--- GOAL OF THE EXERCISE ---
Everything from the line holding "Trace every road, lane" through the last line of the listing needs to be repeated exactly, with no other lines.

--- INFORMATION ---
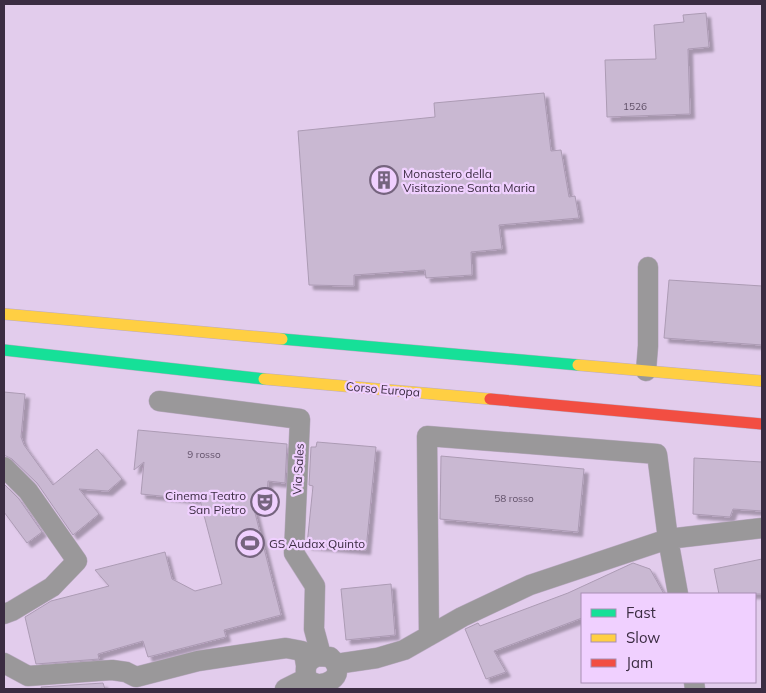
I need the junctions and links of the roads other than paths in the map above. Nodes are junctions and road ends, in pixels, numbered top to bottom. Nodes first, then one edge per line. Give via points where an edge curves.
1 (648, 267) dead end
2 (4, 314) edge
3 (4, 350) edge
4 (646, 371) junction
5 (762, 381) edge
6 (159, 401) dead end
7 (762, 424) edge
8 (4, 467) edge
9 (762, 528) edge
10 (668, 540) junction
11 (678, 593) edge
12 (8, 612) edge
13 (429, 636) junction
14 (4, 663) edge
15 (318, 666) junction
16 (139, 683) edge
17 (332, 686) edge
18 (285, 689) edge

1 - 4 street
2 - 4 main road
3 - 7 main road, Corso Europa via 233,377
4 - 5 main road
6 - 15 street, Via Sales via 300,419 294,553 315,586 314,629
8 - 12 street via 28,491 77,562 52,588
9 - 10 street
10 - 11 street
10 - 13 street via 530,585
10 - 13 street via 657,454 428,436
13 - 15 street via 404,650 377,658
14 - 16 street via 28,676 112,670 126,672
15 - 16 street via 302,651 286,648 198,661
15 - 17 street via 338,671
15 - 18 street via 301,681

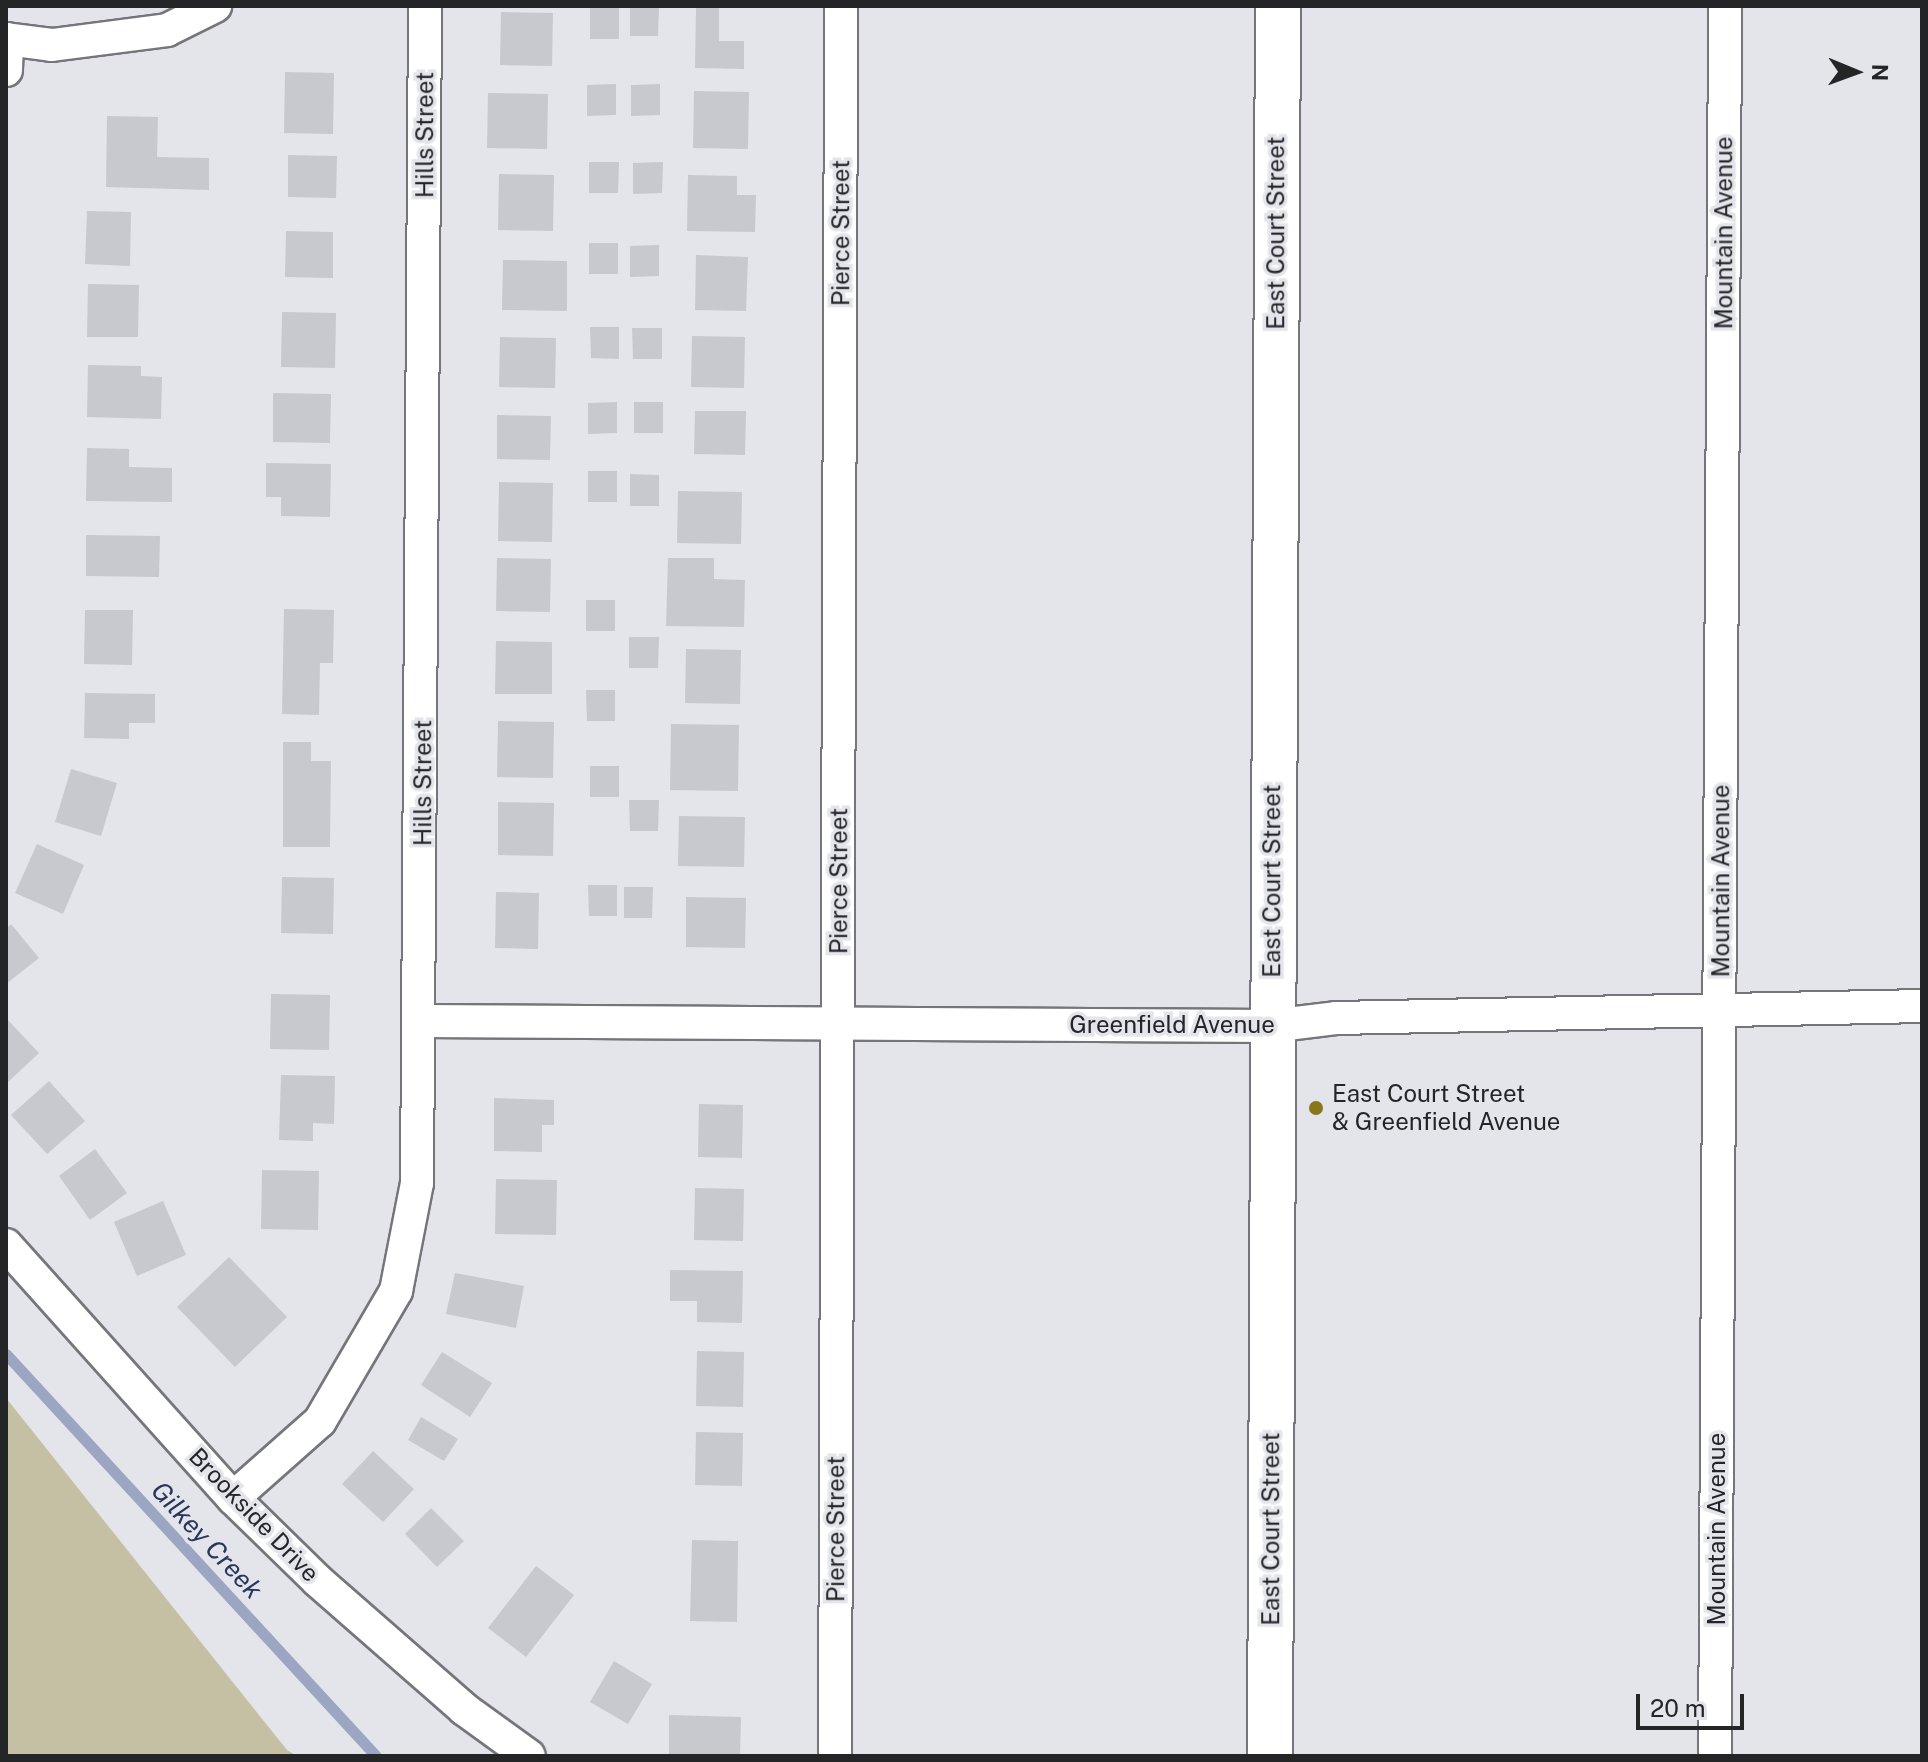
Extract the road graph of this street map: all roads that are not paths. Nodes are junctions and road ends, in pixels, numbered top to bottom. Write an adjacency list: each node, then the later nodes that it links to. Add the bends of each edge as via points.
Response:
1 (215, 6): 6 (street, via 167,30 52,45)
2 (425, 6): 10 (street, Hills Street)
3 (841, 6): 11 (street, Pierce Street)
4 (1278, 6): 12 (main road, East Court Street)
5 (1725, 6): 9 (street, Mountain Avenue)
6 (6, 39): 7 (street)
7 (6, 70)
8 (1922, 1006): 9 (street, Greenfield Avenue)
9 (1721, 1009): 12 (street, Greenfield Avenue, via 1336,1018); 18 (street, Mountain Avenue)
10 (422, 1021): 11 (street, Greenfield Avenue); 14 (street, Hills Street, via 417,1183 396,1291 320,1421)
11 (839, 1025): 12 (street, Greenfield Avenue); 16 (street, Pierce Street)
12 (1271, 1026): 17 (main road, East Court Street)
13 (6, 1245): 14 (street, Brookside Drive)
14 (233, 1498): 15 (street, Brookside Drive, via 464,1709)
15 (529, 1756)
16 (835, 1756)
17 (1270, 1756)
18 (1715, 1756)

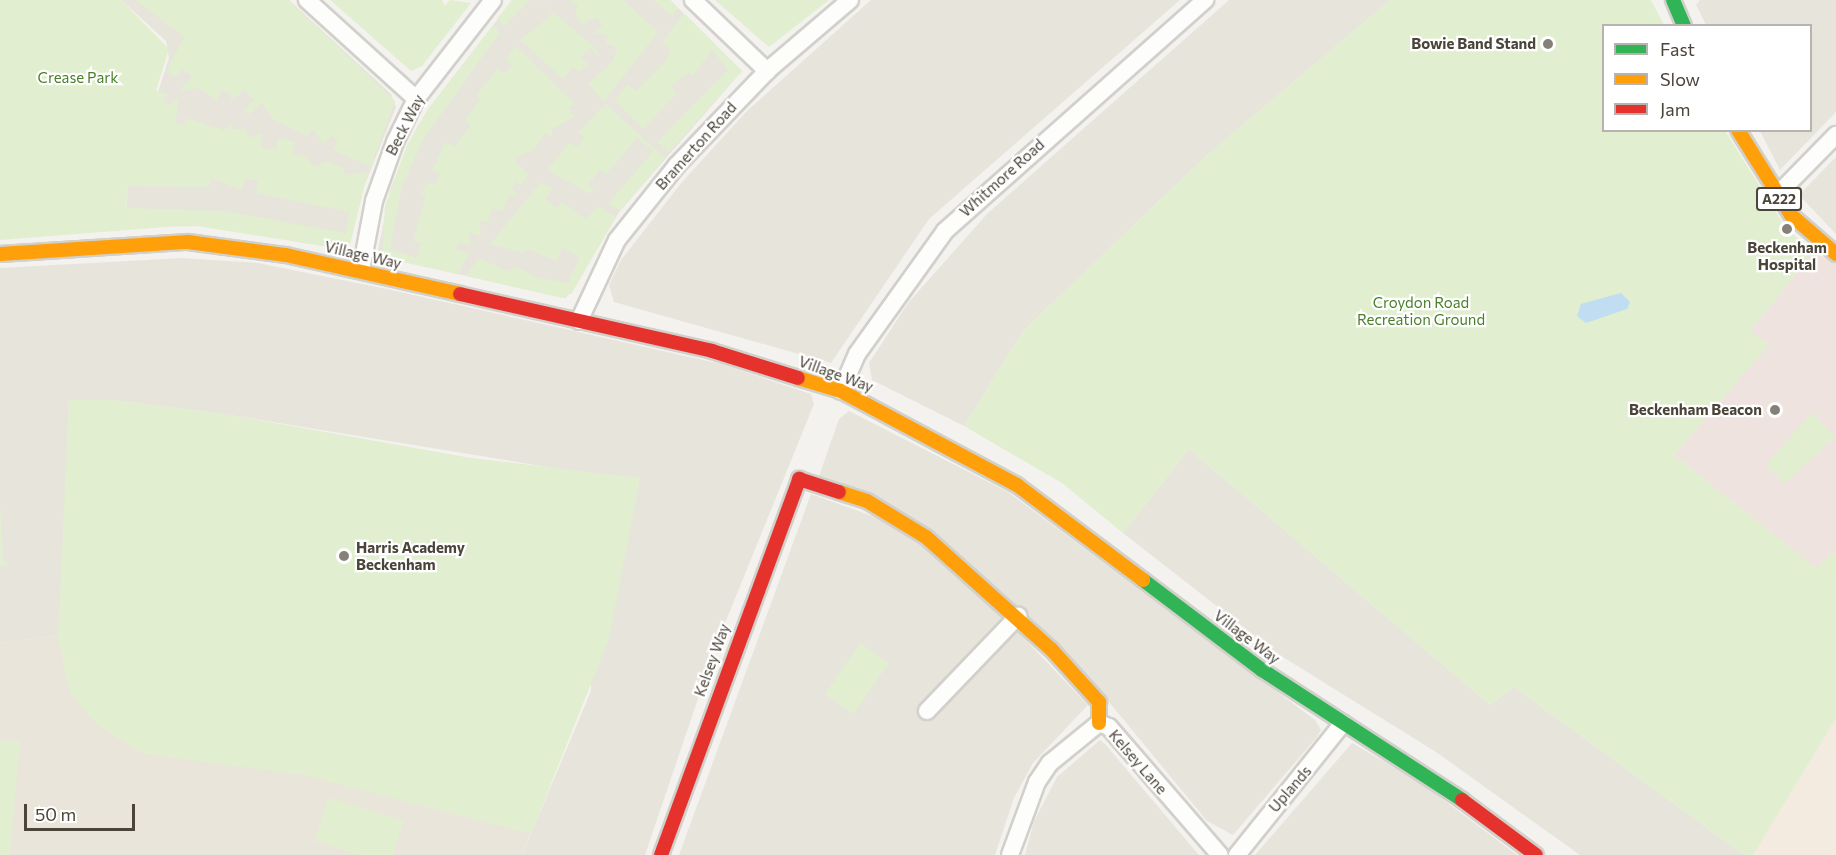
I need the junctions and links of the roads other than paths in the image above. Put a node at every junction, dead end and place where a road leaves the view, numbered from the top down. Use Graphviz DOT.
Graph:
graph roads {
  1 [pos="307,0"];
  2 [pos="493,0"];
  3 [pos="693,0"];
  4 [pos="850,0"];
  5 [pos="1205,0"];
  6 [pos="1677,2"];
  7 [pos="1683,24"];
  8 [pos="767,71"];
  9 [pos="416,99"];
  10 [pos="1739,132"];
  11 [pos="1836,135"];
  12 [pos="1776,196"];
  13 [pos="0,254"];
  14 [pos="1836,254"];
  15 [pos="361,270"];
  16 [pos="579,321"];
  17 [pos="841,391"];
  18 [pos="799,479"];
  19 [pos="1018,616"];
  20 [pos="927,711"];
  21 [pos="1099,723"];
  22 [pos="1343,723"];
  23 [pos="661,855"];
  24 [pos="1010,855"];
  25 [pos="1220,855"];
  26 [pos="1237,855"];
  27 [pos="1536,855"];
  1 -- 9 [label="street"];
  2 -- 9 [label="street, Beck Way"];
  3 -- 8 [label="street"];
  4 -- 8 [label="street, Bramerton Road"];
  5 -- 17 [label="street, Whitmore Road"];
  6 -- 7 [label="street"];
  8 -- 16 [label="street, Bramerton Road"];
  9 -- 15 [label="street, Beck Way"];
  10 -- 12 [label="street, A222"];
  11 -- 12 [label="street"];
  12 -- 14 [label="street, A222"];
  13 -- 15 [label="street, Village Way"];
  15 -- 16 [label="street, Village Way"];
  16 -- 17 [label="street, Village Way"];
  17 -- 22 [label="street, Village Way"];
  18 -- 19 [label="street, Kelsey Lane"];
  18 -- 23 [label="street, Kelsey Way"];
  19 -- 20 [label="street"];
  19 -- 21 [label="street, Kelsey Lane"];
  21 -- 24 [label="street"];
  21 -- 25 [label="street, Kelsey Lane"];
  22 -- 26 [label="street, Uplands"];
  22 -- 27 [label="street, Village Way"];
}
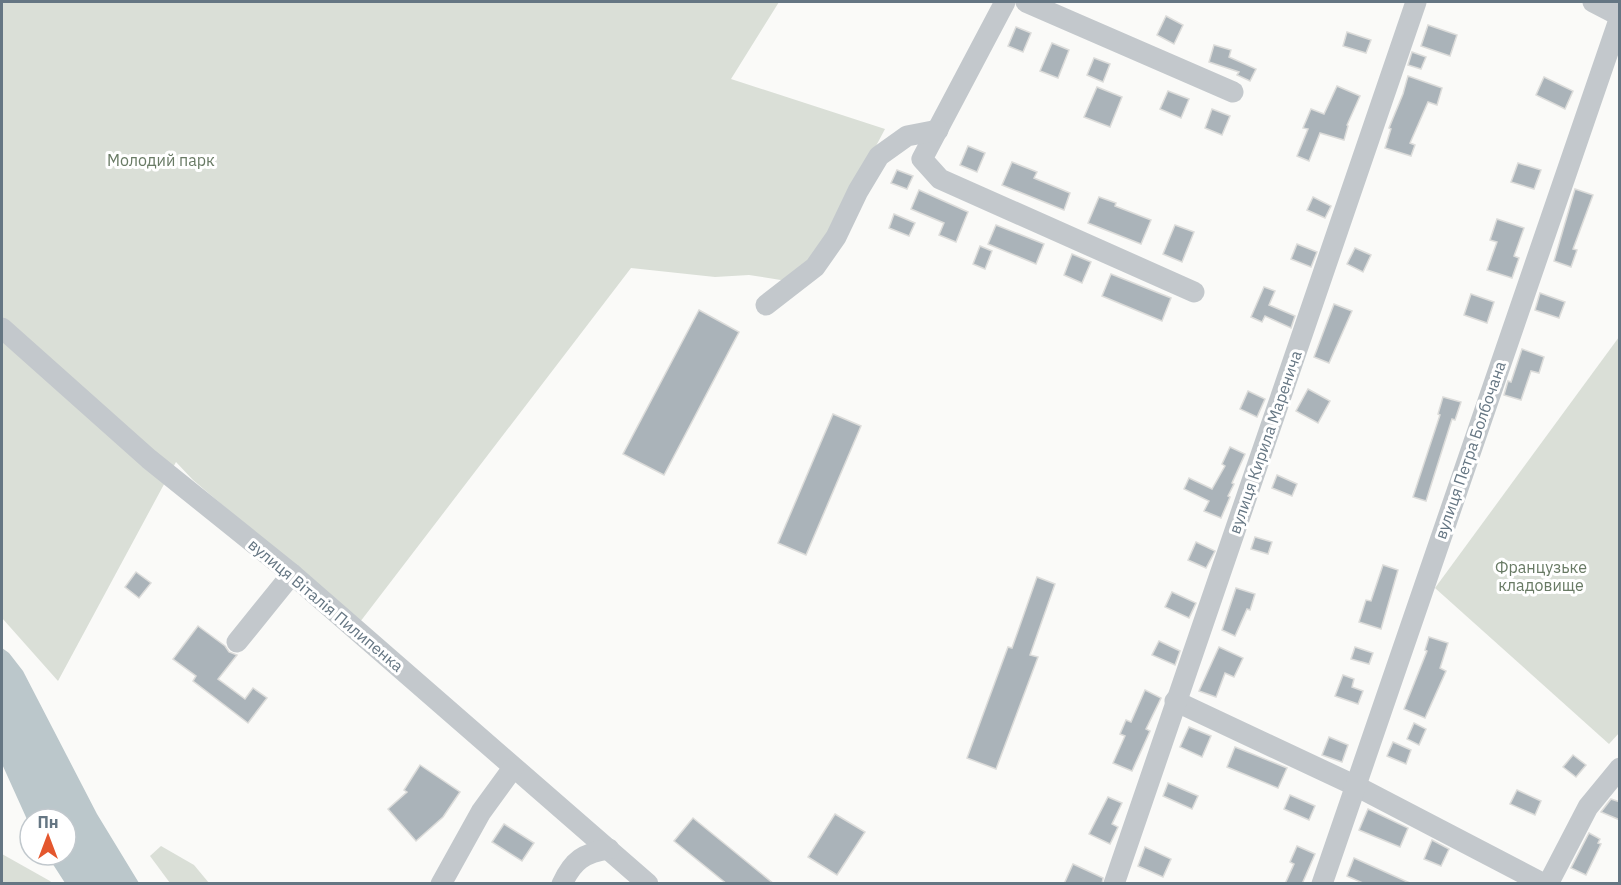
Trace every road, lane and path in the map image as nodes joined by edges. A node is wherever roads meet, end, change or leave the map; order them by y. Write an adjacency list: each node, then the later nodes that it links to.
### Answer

--- EXERCISE RESPONSE ---
Trace every road, lane and path in the map image as nodes joined by edges. A node is wherever roads meet, end, change or leave the map; order them by y. Write an adjacency list: each node, then the later nodes that it links to.
### Answer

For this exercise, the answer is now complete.